Subhas Anandan, The Best I Could
JUSTIN YEO
Senior Editor (SLR)
Two metres was the closest I came. Two metres away sat he, brows furrowed in thought, mental faculties analysing every word of the Attorney-General’s Singapore Law Review lecture on criminal sentencing. When the time came, he rose without pause, accepting Attorney-General Woon’s invitation for questions from the floor. “Here’s the tough one”, the Attorney-General enthused, to the amusement of many but to the astonishment of none. For everybody knew who he was: the man who was, and is, the face of criminal law in Singapore; the man who has defended the most heinous offenders with neither fear nor favour; the man who did the best he could – Mr. Subhas Anandan.
Beyond media coverage, however, many – myself included – know little of the man. But when an autographed copy of Mr. Anandan’s autobiography The Best I Could came into my hands in the form of a Christmas gift, the two-metre gap slowly dissolved. The pages told a personal story, the aggression of Singapore’s battle-scarred criminal law stalwart melting away into an earnest reminiscing of the past. Ranging from Primary School memoirs and Secondary School defiance, to an unbelievable behind-the-bars experience, and to proud ownership of a brand-new Mercedes Benz, Mr. Anandan’s account was more gripping than many works of fiction. When he finally got down to writing on the law, his accessible and stimulating style made for pleasurable reading for both layman and lawyer alike.
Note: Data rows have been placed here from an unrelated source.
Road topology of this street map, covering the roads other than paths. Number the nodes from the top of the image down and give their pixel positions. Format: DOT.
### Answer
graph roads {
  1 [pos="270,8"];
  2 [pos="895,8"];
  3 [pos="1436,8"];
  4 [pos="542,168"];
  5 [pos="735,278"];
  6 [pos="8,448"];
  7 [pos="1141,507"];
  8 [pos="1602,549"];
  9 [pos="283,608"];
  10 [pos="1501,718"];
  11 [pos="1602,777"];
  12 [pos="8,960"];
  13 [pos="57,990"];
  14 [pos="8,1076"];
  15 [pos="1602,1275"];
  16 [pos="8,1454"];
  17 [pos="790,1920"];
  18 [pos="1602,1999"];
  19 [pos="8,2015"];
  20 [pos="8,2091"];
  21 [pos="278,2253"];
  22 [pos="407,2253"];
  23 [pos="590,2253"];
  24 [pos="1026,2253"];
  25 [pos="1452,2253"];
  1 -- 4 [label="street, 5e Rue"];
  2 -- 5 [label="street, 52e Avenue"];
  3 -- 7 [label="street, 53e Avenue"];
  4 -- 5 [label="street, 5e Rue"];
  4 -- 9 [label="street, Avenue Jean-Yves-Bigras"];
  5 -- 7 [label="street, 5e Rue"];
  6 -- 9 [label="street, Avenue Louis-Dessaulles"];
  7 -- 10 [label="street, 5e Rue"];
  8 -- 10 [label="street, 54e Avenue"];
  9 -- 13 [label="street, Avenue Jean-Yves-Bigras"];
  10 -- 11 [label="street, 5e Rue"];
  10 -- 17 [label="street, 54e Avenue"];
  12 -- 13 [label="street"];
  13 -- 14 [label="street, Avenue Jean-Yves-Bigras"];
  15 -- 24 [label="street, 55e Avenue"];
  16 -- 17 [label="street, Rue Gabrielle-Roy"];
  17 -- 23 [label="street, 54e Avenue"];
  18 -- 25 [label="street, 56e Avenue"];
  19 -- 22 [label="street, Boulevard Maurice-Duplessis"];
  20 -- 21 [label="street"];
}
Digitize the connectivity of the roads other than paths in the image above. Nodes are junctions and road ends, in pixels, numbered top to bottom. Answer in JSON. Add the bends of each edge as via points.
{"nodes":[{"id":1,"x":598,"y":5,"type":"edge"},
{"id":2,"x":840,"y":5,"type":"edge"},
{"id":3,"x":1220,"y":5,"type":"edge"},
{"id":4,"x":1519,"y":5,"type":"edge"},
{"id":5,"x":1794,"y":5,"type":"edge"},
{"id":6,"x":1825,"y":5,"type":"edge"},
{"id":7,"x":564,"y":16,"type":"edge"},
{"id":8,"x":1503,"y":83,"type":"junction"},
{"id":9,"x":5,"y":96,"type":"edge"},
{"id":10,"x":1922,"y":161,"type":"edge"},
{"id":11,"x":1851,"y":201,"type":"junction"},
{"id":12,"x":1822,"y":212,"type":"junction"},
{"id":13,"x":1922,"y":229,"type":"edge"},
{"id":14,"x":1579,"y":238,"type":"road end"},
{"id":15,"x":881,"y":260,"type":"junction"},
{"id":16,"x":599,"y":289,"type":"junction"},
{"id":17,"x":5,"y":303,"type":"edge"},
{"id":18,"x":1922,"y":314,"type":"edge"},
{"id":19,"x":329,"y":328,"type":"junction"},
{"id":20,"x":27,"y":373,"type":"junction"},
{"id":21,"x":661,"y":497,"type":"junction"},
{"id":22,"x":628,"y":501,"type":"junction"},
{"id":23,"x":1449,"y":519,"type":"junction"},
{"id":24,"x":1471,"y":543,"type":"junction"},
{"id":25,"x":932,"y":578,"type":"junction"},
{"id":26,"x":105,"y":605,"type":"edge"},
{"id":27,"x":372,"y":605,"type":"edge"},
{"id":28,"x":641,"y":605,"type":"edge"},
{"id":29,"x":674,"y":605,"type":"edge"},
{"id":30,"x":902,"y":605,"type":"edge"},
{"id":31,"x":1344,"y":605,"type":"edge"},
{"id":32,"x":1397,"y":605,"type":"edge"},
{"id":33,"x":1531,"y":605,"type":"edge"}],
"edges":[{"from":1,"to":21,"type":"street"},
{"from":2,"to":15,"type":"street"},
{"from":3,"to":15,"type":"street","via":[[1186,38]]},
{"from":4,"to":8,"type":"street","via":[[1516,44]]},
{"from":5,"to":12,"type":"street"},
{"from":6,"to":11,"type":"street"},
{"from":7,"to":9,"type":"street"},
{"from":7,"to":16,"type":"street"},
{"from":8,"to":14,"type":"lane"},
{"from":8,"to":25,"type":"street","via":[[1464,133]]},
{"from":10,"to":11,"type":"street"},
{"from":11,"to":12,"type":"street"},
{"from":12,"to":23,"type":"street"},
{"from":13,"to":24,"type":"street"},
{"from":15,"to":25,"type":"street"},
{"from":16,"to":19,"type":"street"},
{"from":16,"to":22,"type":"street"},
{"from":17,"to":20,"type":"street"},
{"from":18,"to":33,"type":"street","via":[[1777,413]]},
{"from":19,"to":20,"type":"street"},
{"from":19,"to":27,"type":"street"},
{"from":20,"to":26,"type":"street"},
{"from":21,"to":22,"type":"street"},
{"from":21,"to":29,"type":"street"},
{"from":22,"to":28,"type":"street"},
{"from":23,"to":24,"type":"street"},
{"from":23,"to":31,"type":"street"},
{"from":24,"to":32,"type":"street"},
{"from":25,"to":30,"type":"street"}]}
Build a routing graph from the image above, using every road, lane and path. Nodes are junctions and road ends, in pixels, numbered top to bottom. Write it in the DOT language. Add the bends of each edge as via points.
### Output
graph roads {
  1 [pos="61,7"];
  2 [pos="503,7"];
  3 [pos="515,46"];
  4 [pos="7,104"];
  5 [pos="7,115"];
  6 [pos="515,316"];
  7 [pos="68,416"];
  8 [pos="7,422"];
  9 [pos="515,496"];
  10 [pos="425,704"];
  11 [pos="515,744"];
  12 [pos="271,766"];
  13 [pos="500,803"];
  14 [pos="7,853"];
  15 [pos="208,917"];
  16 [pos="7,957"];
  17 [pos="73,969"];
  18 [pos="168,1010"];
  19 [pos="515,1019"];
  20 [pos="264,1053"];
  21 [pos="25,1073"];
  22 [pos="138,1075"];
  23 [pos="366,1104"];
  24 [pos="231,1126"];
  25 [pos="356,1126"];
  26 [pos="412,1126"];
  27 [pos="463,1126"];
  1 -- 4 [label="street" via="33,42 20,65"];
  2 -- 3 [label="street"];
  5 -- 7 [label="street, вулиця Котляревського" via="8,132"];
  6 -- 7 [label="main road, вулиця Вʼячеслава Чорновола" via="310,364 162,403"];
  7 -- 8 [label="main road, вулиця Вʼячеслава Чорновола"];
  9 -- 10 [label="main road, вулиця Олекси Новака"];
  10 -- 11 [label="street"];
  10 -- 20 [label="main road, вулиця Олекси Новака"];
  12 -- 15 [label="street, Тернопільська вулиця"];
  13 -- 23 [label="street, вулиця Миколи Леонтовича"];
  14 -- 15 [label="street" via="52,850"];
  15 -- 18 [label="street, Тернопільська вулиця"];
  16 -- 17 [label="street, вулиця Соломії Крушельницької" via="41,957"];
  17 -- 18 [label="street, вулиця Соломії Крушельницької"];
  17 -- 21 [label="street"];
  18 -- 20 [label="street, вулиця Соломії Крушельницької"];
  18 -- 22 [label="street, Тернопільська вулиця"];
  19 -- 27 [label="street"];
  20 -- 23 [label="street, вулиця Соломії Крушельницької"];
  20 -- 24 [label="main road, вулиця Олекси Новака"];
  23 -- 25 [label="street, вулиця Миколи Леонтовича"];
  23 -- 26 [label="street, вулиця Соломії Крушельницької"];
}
Readers are exposed to the human-dimension of the characters featured in widely-publicised cases, while law students, in particular, are presented with nuggets of legal-eagle experience: they watch, enthralled, as the people in their case books come to life.
In authoring this book, Mr. Anandan may not have been doing what he was best at, viz., legal practice. Notwithstanding, his first-handed, no-holds-barred account topped the non-fiction charts at leading bookstores in December 2008, bringing Singapore’s criminal law into limelight – an unprecedented authorial effort by a man, doing the best he could.